Bangalore Days is a 2014 Indian Malayalam-language coming of age romantic comedy-drama film written and directed by Anjali Menon, and co-produced by Anwar Rasheed and Sophia Paul under the banner Anwar Rasheed Entertainments and Weekend Blockbusters. The film features an ensemble cast consisting of Dulquer Salmaan, Nivin Pauly, Fahadh Faasil, Nazriya Nazim, Parvathy Thiruvothu, Isha Talwar and Paris Laxmi. Nithya Menen appears in a cameo. The plot revolves around three cousins from Kerala who move to Bangalore, continuing Menon's trend of films about family relationships. The film released on 30 May 2014 in 205 theatres, making it one of the biggest release for a Malayalam film, simultaneously all over India and received positive reviews.

The film received three Kerala State Film Awards including Best Actor and Best Actress awards for Nivin Pauly and Nazriya Nazim respectively, and Best Screenplay for Anjali Menon, while Parvathy Thiruvothu went to win Filmfare Award for Best Supporting Actress and Anjali Menon winning the Filmfare Award for Best Director. The film is later remade in Tamil as Bangalore Naatkal (2016). The movie is considered to be one of the best Malayalam movies made during the New-Gen cinema movement in Malayalam.

Plot
The story revolves around three cousins, Divya Prakash aka 'Kunju', Krishnan P.P. aka 'Kuttan' and Arjun aka 'Aju', who have shared a close bond since their childhood. Aju, whose parents are divorced, is a bike mechanic who lives life on his own terms. Kuttan is a software engineer whose heart and soul is back home in his village. Kunju has completed her graduation and aspires to do her MBA from IIM, but is compelled to marry the workaholic corporate executive Shivadas aka 'Das' because of her parents' astrologer's suggestions. After their wedding, Divya moves to Bangalore as Das is settled there. Kuttan does the same for his job, while Aju joins a biker gang as a mechanic in the same city.

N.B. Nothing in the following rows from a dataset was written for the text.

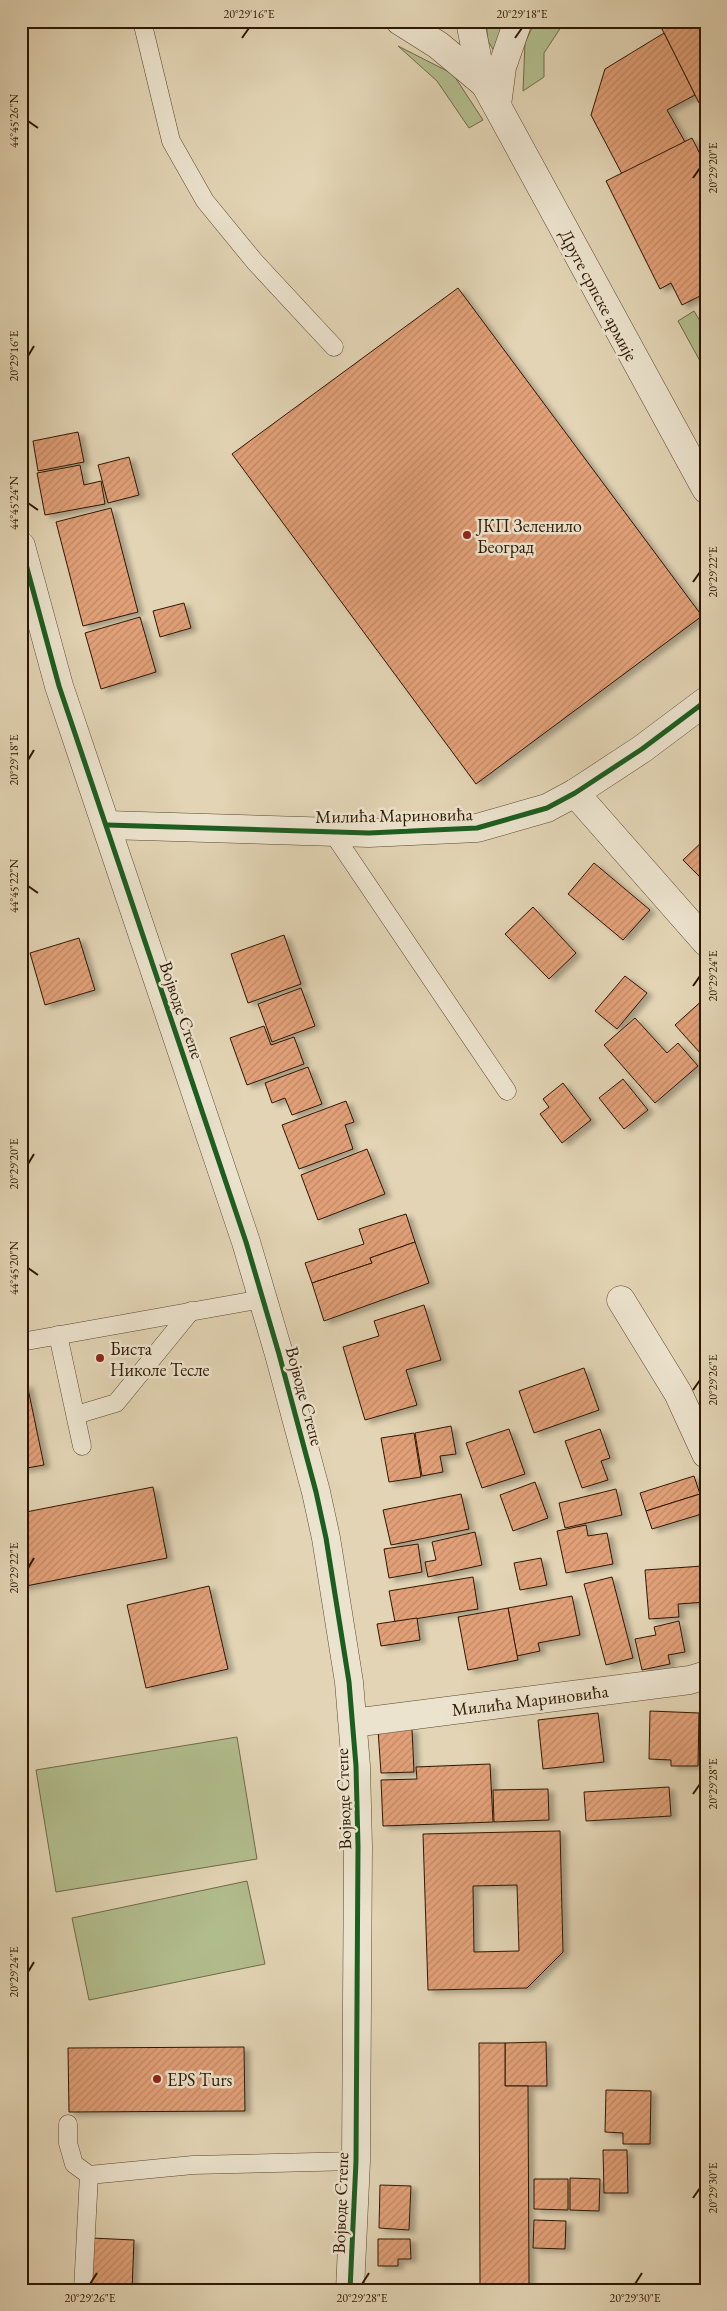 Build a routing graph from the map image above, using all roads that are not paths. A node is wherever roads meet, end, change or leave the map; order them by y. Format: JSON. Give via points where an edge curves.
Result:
{"nodes":[{"id":1,"x":142,"y":21,"type":"edge"},
{"id":2,"x":400,"y":21,"type":"edge"},
{"id":3,"x":470,"y":21,"type":"edge"},
{"id":4,"x":518,"y":21,"type":"edge"},
{"id":5,"x":491,"y":94,"type":"junction"},
{"id":6,"x":334,"y":347,"type":"dead end"},
{"id":7,"x":705,"y":485,"type":"edge"},
{"id":8,"x":21,"y":546,"type":"edge"},
{"id":9,"x":706,"y":701,"type":"edge"},
{"id":10,"x":575,"y":793,"type":"junction"},
{"id":11,"x":107,"y":825,"type":"junction"},
{"id":12,"x":332,"y":832,"type":"junction"},
{"id":13,"x":706,"y":942,"type":"edge"},
{"id":14,"x":507,"y":1092,"type":"dead end"},
{"id":15,"x":262,"y":1299,"type":"junction"},
{"id":16,"x":621,"y":1300,"type":"dead end"},
{"id":17,"x":191,"y":1311,"type":"junction"},
{"id":18,"x":58,"y":1335,"type":"junction"},
{"id":19,"x":21,"y":1342,"type":"edge"},
{"id":20,"x":76,"y":1415,"type":"junction"},
{"id":21,"x":82,"y":1446,"type":"dead end"},
{"id":22,"x":706,"y":1454,"type":"edge"},
{"id":23,"x":706,"y":1675,"type":"edge"},
{"id":24,"x":353,"y":1723,"type":"junction"},
{"id":25,"x":68,"y":2124,"type":"dead end"},
{"id":26,"x":356,"y":2161,"type":"junction"},
{"id":27,"x":89,"y":2175,"type":"junction"},
{"id":28,"x":83,"y":2290,"type":"edge"},
{"id":29,"x":350,"y":2290,"type":"edge"}],
"edges":[{"from":1,"to":6,"type":"lane","via":[[171,141],[205,201],[255,262]]},
{"from":2,"to":5,"type":"street","name":"Друге српске армије","via":[[438,46]]},
{"from":3,"to":5,"type":"street","name":"Друге српске армије","via":[[478,67]]},
{"from":4,"to":5,"type":"street"},
{"from":5,"to":7,"type":"street","name":"Друге српске армије"},
{"from":8,"to":11,"type":"street","name":"Војводе Степе","via":[[60,686]]},
{"from":9,"to":10,"type":"street","name":"Милића Мариновића"},
{"from":10,"to":12,"type":"street","name":"Милића Мариновића","via":[[547,808],[477,828]]},
{"from":10,"to":13,"type":"street"},
{"from":11,"to":12,"type":"street","name":"Милића Мариновића"},
{"from":11,"to":15,"type":"street","name":"Војводе Степе","via":[[246,1242]]},
{"from":12,"to":14,"type":"lane"},
{"from":15,"to":17,"type":"lane"},
{"from":15,"to":24,"type":"street","name":"Војводе Степе","via":[[316,1492],[339,1616]]},
{"from":16,"to":22,"type":"street","via":[[678,1393]]},
{"from":17,"to":18,"type":"lane"},
{"from":17,"to":20,"type":"lane","via":[[116,1403]]},
{"from":18,"to":19,"type":"lane"},
{"from":18,"to":20,"type":"lane"},
{"from":20,"to":21,"type":"lane"},
{"from":23,"to":24,"type":"street","name":"Милића Мариновића","via":[[690,1680]]},
{"from":24,"to":26,"type":"street","name":"Војводе Степе","via":[[358,1846]]},
{"from":25,"to":27,"type":"lane","via":[[68,2143],[74,2164]]},
{"from":26,"to":27,"type":"lane","via":[[194,2165]]},
{"from":26,"to":29,"type":"street","name":"Војводе Степе"},
{"from":27,"to":28,"type":"lane"}]}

Kunju feels emotionally alone as Das continues to ignore her. Her only solace is the time she gets to spend with her cousins. Naive Kuttan, who wants a traditional, modest, saree-clad girl for a wife, falls in love with air hostess Meenakshi on the Bangalore-Kochi flight. They date, and Kuttan changes from a reserved and shy person to a trendy person to impress her, but his dreams are shattered when her ex-boyfriend arrives at her flat and he realizes that she was only trying to get back with him. He breaks off his relationship with her.

Kunju and Das's personal life keeps falling into despair. After an argument, one day, Kunju, upon inspecting a room in their apartment that Das never lets anyone enter, is shocked to find it filled with photos, knickknacks, and possessions of a strange girl. In horror of not having a place in Das's heart and life, she leaves him and returns home to Kerala in sorrow, with Kuttan. There they are still pulled into despair as Kuttan's father has abandoned his rich family and gone for a permanent pilgrimage, willing all his wealth and its rights to Kuttan and his sister. Kuttan has to bring his mother to Bangalore, after she convinces him to.

Aju was a bike racer, but due to a foul incident, he is forced to serve a year's ban from racing. He falls for a radio jockey named Sarah, but when he finally meets her in person, he finds that she is a paraplegic. He begins to like her attitude and follows her. They become good friends, but Aju is saddened when he learns that Sarah is to leave for Australia on a university scholarship.

Meanwhile, as Kunju and Das are in the middle of getting a divorce, Aju learns that a few years back, Das was a former bike racer. He then went by the name Shiva and was the leader of his biking gang. Shiva had given up on racing after he was involved in an accident that killed his love Natasha Francis. Upon knowing what happened, Kunju decides to return to Bangalore and works towards her MBA. She gradually wins over a repentant Das and soon arranges for him to meet Natasha's parents. After the meeting, Das is able to let go of his past. Kunju forgives him and they get their marital life on track.

Kuttan's mother gets to know about the urban Indian culture with her neighbors, and after three months, decides to visit her daughter in Oklahoma. In the airport, Kuttan and his mother see Meenakshi, who will be an air hostess in Kuttan's mother's flight to America. Meenakshi approaches Kuttan and reveals that her relationship with the old boyfriend has broken permanently, and she will be waiting for his call. Just seconds after that, Kuttan goes by and talks with her, telling her to leave him.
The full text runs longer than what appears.